Neuronally sensed oxygen drives behavior and development in human-infective, skin-penetrating nematodes

Parasitic nematodes infect over a billion people worldwide and cause some of the most prevalent neglected tropical diseases ^1-5 . Many of these parasites are skin penetrating and have both extra-host life stages that inhabit host feces and surrounding soil, and intra-host life stages that inhabit host niches such as skin, vasculature, and intestine ^2,6-8 . Across life stages, these parasites encounter oxygen (O ₂ ) levels that range from ~21% at the soil-air interface to near-anaerobic levels in the host intestine ^9-12 . However, whether parasitic nematodes detect and respond to changes in O ₂ levels was unknown.
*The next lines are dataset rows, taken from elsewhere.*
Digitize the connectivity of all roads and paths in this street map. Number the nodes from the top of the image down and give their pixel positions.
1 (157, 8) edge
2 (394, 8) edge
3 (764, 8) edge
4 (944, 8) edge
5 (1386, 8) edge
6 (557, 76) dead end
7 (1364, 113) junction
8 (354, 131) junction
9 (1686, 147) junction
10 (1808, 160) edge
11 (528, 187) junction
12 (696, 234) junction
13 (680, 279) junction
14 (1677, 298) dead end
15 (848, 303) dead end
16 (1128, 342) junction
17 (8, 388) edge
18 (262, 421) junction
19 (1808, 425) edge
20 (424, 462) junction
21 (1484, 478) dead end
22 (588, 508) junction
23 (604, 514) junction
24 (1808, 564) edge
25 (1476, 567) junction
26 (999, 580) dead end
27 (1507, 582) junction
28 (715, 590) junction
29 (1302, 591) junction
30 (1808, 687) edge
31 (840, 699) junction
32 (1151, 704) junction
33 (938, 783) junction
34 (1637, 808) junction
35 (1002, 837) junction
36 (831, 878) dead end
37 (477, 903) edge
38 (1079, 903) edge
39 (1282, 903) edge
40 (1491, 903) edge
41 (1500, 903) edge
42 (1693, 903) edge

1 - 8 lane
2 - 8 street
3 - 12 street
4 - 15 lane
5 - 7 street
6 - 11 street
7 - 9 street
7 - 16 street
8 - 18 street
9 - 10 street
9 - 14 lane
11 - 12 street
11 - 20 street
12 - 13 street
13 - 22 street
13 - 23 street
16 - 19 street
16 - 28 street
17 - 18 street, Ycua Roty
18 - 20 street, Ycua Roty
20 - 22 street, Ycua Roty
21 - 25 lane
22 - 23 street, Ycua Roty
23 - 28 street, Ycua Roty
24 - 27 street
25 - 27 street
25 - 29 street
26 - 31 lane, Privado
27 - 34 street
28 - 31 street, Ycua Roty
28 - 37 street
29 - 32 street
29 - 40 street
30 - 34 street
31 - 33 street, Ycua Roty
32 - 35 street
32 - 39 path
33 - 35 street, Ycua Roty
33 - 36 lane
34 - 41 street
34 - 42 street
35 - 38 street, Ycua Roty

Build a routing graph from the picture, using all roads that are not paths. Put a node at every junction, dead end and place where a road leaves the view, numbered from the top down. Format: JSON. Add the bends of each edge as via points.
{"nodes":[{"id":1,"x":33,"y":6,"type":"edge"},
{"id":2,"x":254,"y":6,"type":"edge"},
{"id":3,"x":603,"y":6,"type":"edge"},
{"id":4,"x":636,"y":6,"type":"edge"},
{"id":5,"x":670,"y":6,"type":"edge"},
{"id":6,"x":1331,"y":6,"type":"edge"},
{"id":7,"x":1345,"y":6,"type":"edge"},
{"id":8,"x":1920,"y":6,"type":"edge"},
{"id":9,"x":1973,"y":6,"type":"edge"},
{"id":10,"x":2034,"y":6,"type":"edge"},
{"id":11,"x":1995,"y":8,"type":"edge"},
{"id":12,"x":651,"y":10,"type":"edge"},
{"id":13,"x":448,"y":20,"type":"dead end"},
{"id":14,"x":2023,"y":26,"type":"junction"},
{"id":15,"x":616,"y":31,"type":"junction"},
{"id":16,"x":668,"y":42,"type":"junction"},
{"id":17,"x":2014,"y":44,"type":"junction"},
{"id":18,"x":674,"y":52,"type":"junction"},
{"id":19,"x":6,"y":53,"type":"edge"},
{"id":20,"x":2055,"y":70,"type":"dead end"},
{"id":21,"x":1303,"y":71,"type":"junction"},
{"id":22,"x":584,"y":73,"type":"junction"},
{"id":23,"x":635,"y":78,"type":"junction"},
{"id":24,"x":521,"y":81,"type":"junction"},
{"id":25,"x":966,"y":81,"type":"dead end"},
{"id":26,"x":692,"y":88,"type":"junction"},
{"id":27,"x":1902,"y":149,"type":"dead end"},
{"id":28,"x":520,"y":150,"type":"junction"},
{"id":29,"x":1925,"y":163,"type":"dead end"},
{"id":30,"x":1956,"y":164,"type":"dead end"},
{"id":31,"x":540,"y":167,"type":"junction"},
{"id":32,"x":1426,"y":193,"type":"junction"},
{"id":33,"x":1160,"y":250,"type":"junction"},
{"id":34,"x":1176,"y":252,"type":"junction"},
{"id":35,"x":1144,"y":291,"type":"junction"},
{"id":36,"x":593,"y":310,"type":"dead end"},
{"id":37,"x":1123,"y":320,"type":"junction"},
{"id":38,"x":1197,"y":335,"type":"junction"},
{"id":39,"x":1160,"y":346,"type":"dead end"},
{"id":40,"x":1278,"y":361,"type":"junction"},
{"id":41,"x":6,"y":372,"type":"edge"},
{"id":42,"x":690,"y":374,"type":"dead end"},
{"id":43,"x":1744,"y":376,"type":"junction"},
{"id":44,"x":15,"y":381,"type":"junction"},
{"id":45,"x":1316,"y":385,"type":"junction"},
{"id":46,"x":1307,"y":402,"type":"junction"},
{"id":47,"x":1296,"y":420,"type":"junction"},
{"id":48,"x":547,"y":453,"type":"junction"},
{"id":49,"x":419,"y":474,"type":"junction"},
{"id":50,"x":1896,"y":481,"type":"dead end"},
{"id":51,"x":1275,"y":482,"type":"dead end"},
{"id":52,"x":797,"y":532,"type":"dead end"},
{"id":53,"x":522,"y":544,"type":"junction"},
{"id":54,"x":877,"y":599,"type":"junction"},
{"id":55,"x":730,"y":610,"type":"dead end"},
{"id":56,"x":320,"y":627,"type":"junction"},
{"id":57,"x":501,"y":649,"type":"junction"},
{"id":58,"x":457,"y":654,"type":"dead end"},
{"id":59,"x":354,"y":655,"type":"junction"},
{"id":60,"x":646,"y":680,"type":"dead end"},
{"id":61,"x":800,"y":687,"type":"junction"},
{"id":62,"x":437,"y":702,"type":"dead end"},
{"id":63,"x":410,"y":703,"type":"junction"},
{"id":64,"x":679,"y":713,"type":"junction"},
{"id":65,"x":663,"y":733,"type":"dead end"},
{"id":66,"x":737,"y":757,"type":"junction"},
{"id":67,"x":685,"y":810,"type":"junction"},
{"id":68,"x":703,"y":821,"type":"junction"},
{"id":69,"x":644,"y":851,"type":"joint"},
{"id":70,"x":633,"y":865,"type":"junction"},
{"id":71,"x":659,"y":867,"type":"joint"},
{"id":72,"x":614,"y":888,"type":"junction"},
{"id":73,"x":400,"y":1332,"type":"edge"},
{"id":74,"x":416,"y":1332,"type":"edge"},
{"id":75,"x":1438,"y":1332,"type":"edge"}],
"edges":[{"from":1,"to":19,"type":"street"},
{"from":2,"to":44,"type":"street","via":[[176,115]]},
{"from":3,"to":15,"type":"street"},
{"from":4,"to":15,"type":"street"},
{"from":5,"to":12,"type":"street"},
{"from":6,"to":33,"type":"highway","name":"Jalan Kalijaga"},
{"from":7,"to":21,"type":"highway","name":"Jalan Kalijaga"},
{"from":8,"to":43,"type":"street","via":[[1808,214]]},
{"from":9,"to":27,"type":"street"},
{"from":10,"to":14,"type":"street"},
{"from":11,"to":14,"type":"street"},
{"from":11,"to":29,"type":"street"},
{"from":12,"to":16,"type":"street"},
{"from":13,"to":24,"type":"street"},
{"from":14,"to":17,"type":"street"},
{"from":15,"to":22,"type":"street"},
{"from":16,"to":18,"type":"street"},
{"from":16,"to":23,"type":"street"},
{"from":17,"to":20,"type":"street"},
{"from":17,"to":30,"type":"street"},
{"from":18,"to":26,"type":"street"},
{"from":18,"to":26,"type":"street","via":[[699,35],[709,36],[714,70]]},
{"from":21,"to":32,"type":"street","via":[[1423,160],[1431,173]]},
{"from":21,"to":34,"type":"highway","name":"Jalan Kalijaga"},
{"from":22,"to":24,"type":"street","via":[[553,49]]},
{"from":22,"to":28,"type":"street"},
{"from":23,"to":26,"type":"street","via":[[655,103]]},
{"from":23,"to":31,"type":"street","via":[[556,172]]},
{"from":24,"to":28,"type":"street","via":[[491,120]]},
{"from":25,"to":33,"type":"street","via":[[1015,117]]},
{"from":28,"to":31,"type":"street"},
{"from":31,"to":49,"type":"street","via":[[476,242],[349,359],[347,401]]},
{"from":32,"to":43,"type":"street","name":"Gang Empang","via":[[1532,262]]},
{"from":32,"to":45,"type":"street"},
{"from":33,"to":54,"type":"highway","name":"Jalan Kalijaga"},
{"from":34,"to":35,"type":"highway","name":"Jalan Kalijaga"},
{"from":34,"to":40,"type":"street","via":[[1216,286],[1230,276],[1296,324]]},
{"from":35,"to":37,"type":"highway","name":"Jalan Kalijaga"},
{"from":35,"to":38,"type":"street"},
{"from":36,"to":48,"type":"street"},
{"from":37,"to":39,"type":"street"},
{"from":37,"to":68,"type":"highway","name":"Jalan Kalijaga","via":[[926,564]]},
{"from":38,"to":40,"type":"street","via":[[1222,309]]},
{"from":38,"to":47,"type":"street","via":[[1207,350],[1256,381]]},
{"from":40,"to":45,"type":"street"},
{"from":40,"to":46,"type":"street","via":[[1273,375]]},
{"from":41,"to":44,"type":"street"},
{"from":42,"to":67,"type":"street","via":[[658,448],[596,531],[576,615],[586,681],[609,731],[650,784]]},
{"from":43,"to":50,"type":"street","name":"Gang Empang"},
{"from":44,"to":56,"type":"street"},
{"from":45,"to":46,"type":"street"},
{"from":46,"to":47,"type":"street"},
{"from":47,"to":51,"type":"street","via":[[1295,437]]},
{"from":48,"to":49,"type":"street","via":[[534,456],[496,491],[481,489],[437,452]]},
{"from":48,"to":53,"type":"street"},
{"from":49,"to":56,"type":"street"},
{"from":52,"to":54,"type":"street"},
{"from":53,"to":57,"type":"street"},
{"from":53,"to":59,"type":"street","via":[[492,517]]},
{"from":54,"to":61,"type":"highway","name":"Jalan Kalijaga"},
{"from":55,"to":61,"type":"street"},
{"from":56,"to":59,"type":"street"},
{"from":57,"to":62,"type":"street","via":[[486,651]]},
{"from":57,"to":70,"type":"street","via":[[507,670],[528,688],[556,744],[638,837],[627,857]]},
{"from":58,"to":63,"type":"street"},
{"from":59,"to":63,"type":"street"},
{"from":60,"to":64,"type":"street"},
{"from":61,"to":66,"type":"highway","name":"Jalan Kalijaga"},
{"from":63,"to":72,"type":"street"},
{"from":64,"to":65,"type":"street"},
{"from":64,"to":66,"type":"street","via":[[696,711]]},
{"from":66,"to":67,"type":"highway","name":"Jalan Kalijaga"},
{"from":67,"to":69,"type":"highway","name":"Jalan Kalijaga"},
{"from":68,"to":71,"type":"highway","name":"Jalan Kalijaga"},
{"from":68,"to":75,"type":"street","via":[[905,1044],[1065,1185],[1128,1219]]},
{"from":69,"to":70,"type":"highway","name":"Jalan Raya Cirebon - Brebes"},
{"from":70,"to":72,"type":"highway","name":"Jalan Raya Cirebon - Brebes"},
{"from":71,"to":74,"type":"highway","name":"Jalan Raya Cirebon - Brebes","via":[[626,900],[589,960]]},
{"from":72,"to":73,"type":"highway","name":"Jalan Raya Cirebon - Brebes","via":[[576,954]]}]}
Here, we examine O ₂ sensation in skin-penetrating parasitic nematodes and find that they show robust responses to changes in O ₂ levels. Moreover, their O ₂ -evoked behaviors differ from those of the free-living nematode Caenorhabditis elegans . We then investigate the molecular and neural mechanisms of O ₂ sensing in Strongyloides stercoralis , a genetically tractable human-infective nematode, and find that parasite-specific behavioral responses to O ₂ arise in part from evolutionary changes in their soluble guanylate cyclase repertoire. Finally, we find that neuronal O ₂ sensing regulates intra-host development in S. stercoralis . Our results demonstrate that skin-penetrating nematodes exhibit neuronally mediated O ₂ responses that are critical for multiple steps of their parasitic life cycle.